This internship aimed at segmenting apples from a high-resolution Terrestrial Lidar Scan (TLS) Point Cloud with a simple clustering approach and a deep learning approach.

Introduction

Detection of fruit in 3D point clouds can help aid in crop yield prediction and can be acheived through clustering and segmentation as shown by Mola et al., 2020. Li et al., 2022 used a deep learning approach to generate bounding boxes around apples and RANSAC to determine the centroid for robotic harvesting. This internship aimed at segmenting apples with simple clustering approach and a deep learning approach.

This internship was supervised by Prof. Dr. Bodo Bookhagen

Scanning and Pre-processing

The study site was the Streuobstwiese Golm located Northeast of the Golm campus, which has a few dozen apple and pear trees.

Figure 1. Location of the orchard near campus Golm.

The scans were taken of a single tree from approximately 12 perspectives. The scanner used was a Zoller+Froelich IMAGER® 5016A, which includes RGB and intensity information. Sphere control points from Zoller and Froelich were placed around the base of the tree along with paper targets to aid in the registration process.

Figure 2. Study site with registration targets.

The scans were then registered using the Z+F LaserControl® software. The software uses the sphere control points and paper targets to align the scans. The software also has a feature to remove noise from the point cloud. The final point cloud was then exported as a LAS file.

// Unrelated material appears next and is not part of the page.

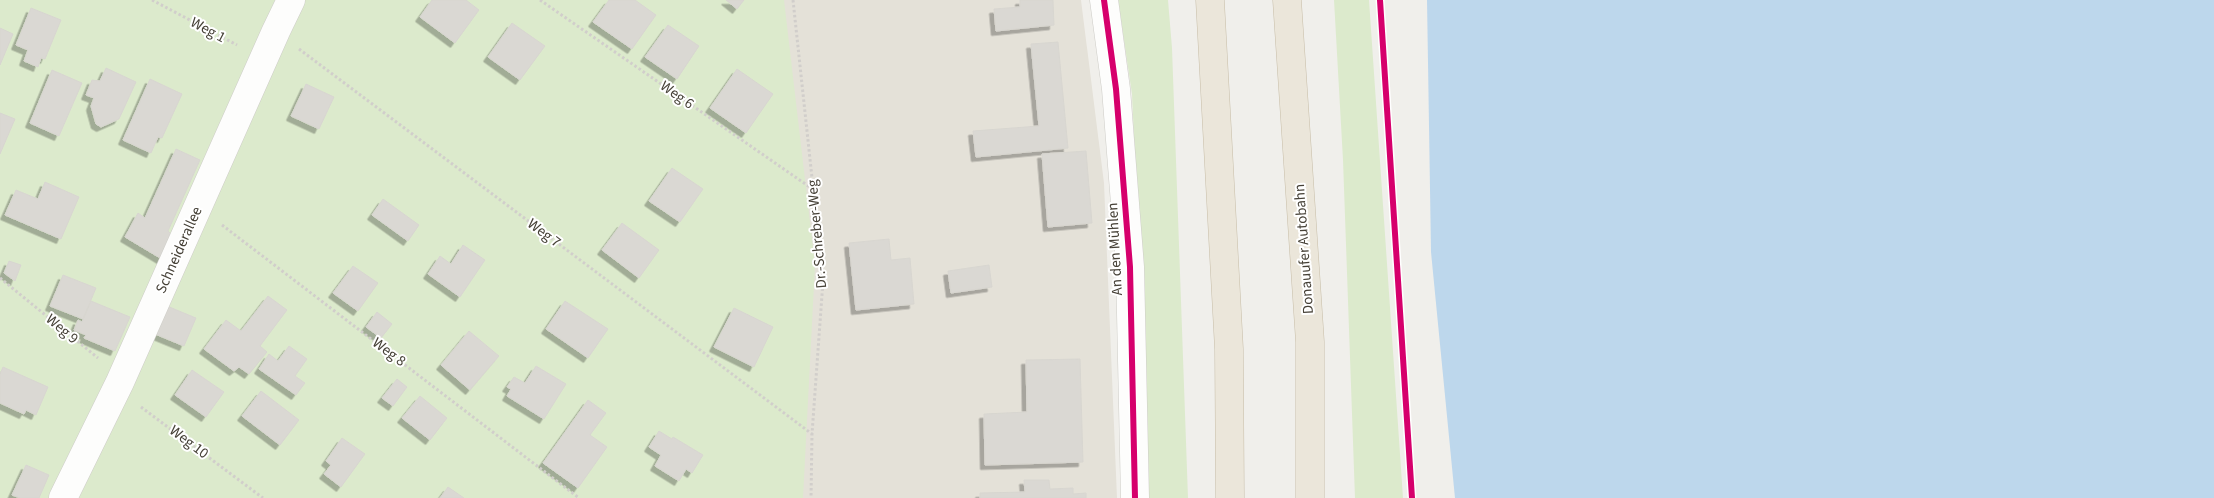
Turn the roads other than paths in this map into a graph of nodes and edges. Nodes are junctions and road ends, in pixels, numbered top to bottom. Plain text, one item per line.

Figure 3. Automated removal during scanning of unreliable points based on pulse return shape.

The final point cloud was clipped to remove ground points. Due to sunny conditions during scanning, some points, epecially on the top of the tree, had a purple hue (See figure 3).

Figure 4. Final point cloud after registrations and clipping.

Segmentation

Two general approaches to segmentation were tested. The first was using a combination of DBSCAN and RANSAC. The second was using a deep learning approach using KPConv.

DBSCAN and RANSAC

Using Density Based Spatial Clustering of Applications with Noise (DBSCAN) and Random Sampling and Consensus (RANSAC) was chosen as a first approach due to the simplicity and the ability to easily use RANSAC to fit spheres to each apple. The main goal was to create clusters ideally with only a single apple. Then, using RANSAC, a sphere was fit to each cluster and the root mean squared error (RMSE) was calculated to find the best fitting sphere from the RANSAC iterations.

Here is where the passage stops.